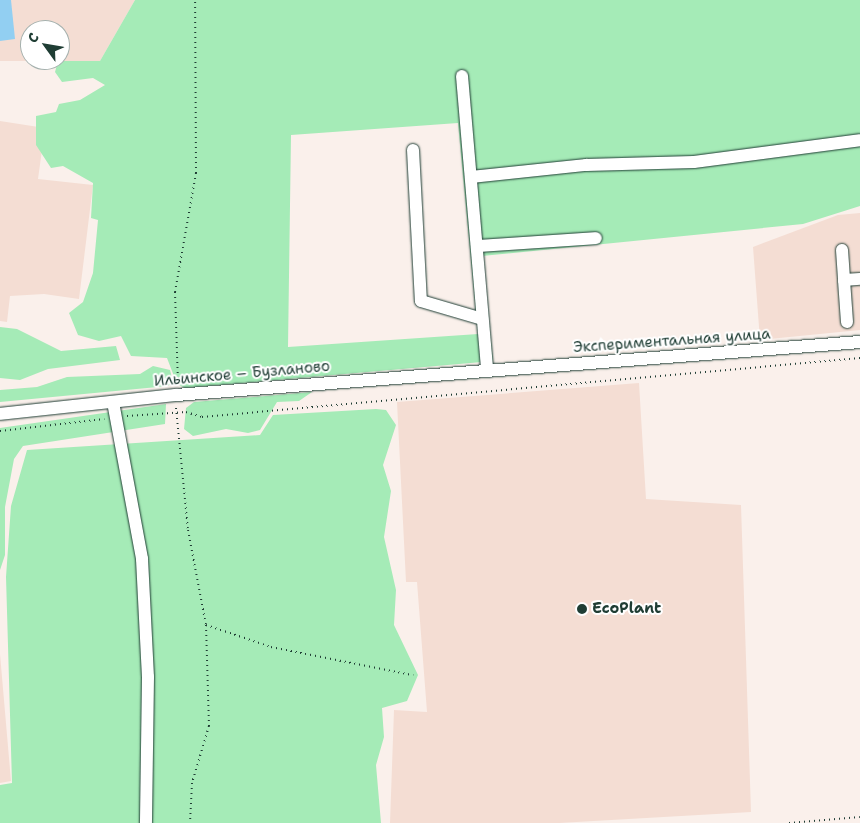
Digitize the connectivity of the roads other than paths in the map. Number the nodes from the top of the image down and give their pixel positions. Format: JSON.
{"nodes":[{"id":1,"x":462,"y":76,"type":"dead end"},
{"id":2,"x":860,"y":140,"type":"edge"},
{"id":3,"x":413,"y":150,"type":"dead end"},
{"id":4,"x":471,"y":177,"type":"junction"},
{"id":5,"x":596,"y":238,"type":"dead end"},
{"id":6,"x":477,"y":246,"type":"junction"},
{"id":7,"x":842,"y":250,"type":"dead end"},
{"id":8,"x":860,"y":279,"type":"edge"},
{"id":9,"x":844,"y":280,"type":"junction"},
{"id":10,"x":482,"y":319,"type":"junction"},
{"id":11,"x":847,"y":322,"type":"dead end"},
{"id":12,"x":860,"y":342,"type":"edge"},
{"id":13,"x":486,"y":369,"type":"junction"},
{"id":14,"x":113,"y":402,"type":"junction"},
{"id":15,"x":0,"y":414,"type":"edge"},
{"id":16,"x":146,"y":823,"type":"edge"}],
"edges":[{"from":1,"to":4,"type":"street"},
{"from":2,"to":4,"type":"street"},
{"from":3,"to":10,"type":"street"},
{"from":4,"to":6,"type":"street"},
{"from":5,"to":6,"type":"street"},
{"from":6,"to":10,"type":"street"},
{"from":7,"to":9,"type":"street"},
{"from":8,"to":9,"type":"street"},
{"from":9,"to":11,"type":"street"},
{"from":10,"to":13,"type":"street"},
{"from":12,"to":13,"type":"street","name":"Экспериментальная улица"},
{"from":13,"to":14,"type":"street","name":"Ильинское – Бузланово"},
{"from":14,"to":15,"type":"street","name":"Ильинское – Бузланово"},
{"from":14,"to":16,"type":"street"}]}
══════
### WHAT YOU ARE ASKED TO DO:
Using the material above, tally each line where the word "nodes" appears. Reply with the total only.

### EXERCISE OUTPUT:
2